Hunker down in this trust as inflation hits

Inflation nibbles away at your wealth

Until fairly recently, I’d have said there was fat chance of us seeing the kind of 3% to 5% inflation that would justify wanting inflation insurance. For most of the last few years investors and economists have been worried about the exact opposite – deflation. Yet more recently signs have been pointing in the opposite direction, with forecasting group EY Item Club warning that inflation will climb by 2.6% in 2017.

Even more than most countries, we in Britain should worry about inflation for an obvious reason – sterling’s rapid devaluation and its impact on the price of imports. This is why it’s best to have insurance against the virulent re-emergence of inflation. And that’s where the Ruffer Investment Company (LSE: RICA) comes in.

This closed-end investment trust has long viewed inflation as a long-term threat, and believed that there’s good money to be made from banking on it.

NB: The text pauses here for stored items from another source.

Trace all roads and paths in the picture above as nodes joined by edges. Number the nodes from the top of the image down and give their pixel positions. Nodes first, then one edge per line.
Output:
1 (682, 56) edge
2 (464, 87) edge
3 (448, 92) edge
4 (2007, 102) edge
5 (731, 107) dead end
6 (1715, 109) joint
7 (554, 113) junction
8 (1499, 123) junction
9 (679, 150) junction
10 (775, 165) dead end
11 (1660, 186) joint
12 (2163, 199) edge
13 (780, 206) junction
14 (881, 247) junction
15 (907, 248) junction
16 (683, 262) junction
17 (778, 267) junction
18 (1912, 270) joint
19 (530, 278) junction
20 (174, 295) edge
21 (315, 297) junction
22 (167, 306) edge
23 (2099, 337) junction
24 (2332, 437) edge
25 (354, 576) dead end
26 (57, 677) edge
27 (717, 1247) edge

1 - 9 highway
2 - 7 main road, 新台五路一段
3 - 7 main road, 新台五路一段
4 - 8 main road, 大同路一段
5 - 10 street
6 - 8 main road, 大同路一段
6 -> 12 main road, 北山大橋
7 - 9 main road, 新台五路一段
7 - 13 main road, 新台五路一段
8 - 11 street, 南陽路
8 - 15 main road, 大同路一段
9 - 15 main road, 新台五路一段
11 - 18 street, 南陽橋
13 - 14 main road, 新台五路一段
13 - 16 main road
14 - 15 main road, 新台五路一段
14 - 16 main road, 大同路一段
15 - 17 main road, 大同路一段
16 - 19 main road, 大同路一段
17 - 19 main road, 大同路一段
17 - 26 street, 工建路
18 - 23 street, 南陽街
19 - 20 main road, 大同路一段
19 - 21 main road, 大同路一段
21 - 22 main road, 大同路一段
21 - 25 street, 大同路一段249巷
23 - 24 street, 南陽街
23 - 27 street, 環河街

As French bank Societe Generale says, “at a time when equities and bonds have never been so expensive… having an asset uncorrelated from others could provide some cushion to the performance of a multi-asset portfolio in the event of a market correction”.

So RICA has made one huge bet over the last few years – investing in inflation-linked bonds. These are currently the “crown jewels” in the Ruffer portfolio, comprising 44% of all assets.

The fund’s managers, Steve Russell and Hamish Baillie, have a capital-preservation mind-set, which often means going against the grain in a contrarian fashion. For a long time the fund bet heavily on Japanese equities – at times painfully – as that market failed to move. Now it’s banked profits, reducing Japanese exposure to under 20%.

The big index-linked bet is a similar contrarian investment – the managers evidently have concerns about excessive debt and the likelihood of the return of inflation. Their focus on capital preservation is also reflected in a 7% weighting in gold and gold-mining equities, 6% weighting in illiquid strategies and 3% in cash. They’re a cautious bunch when it comes to the current excitability of equity markets: only 37% of the portfolio is in equities, down from 40% at the end of 2015.

It’s strong stuff. Taking strong, almost contrarian, views can be a disadvantage in the wrong kind of markets – ie, very bullish equity markets. The fund struggled in the first half of the financial year, with its net asset value (NAV) down 4.6%, as investments held for protection failed to offset the declines in equity markets. The good news is that performance has been much stronger in the second half of the year, with NAV up 3.8%, helped by index-linked bonds (+5.9%) and gold (+3.1%) offsetting losses in equities (-4.3%).

Ruffer “has a strong track record of insulating against market falls, but typically lags in rising markets”, note analysts at broker Numis. “In particular it performed well during the global financial crisis with NAV up 26% in 2008 compared with a 30% fall in the FTSE All Share.”

This isn’t a fund for those looking for unconstrained equity-market bullishness, or for income-orientated investors. However, if you are a cautious older investor who is more worried about wealth preservation, higher inflation and market volatility, then this widely respected fund might make sense. It is trading at a sensible premium to NAV of around 1%, which is very acceptable for this fund. It’s one to add to my list of long-term favourites.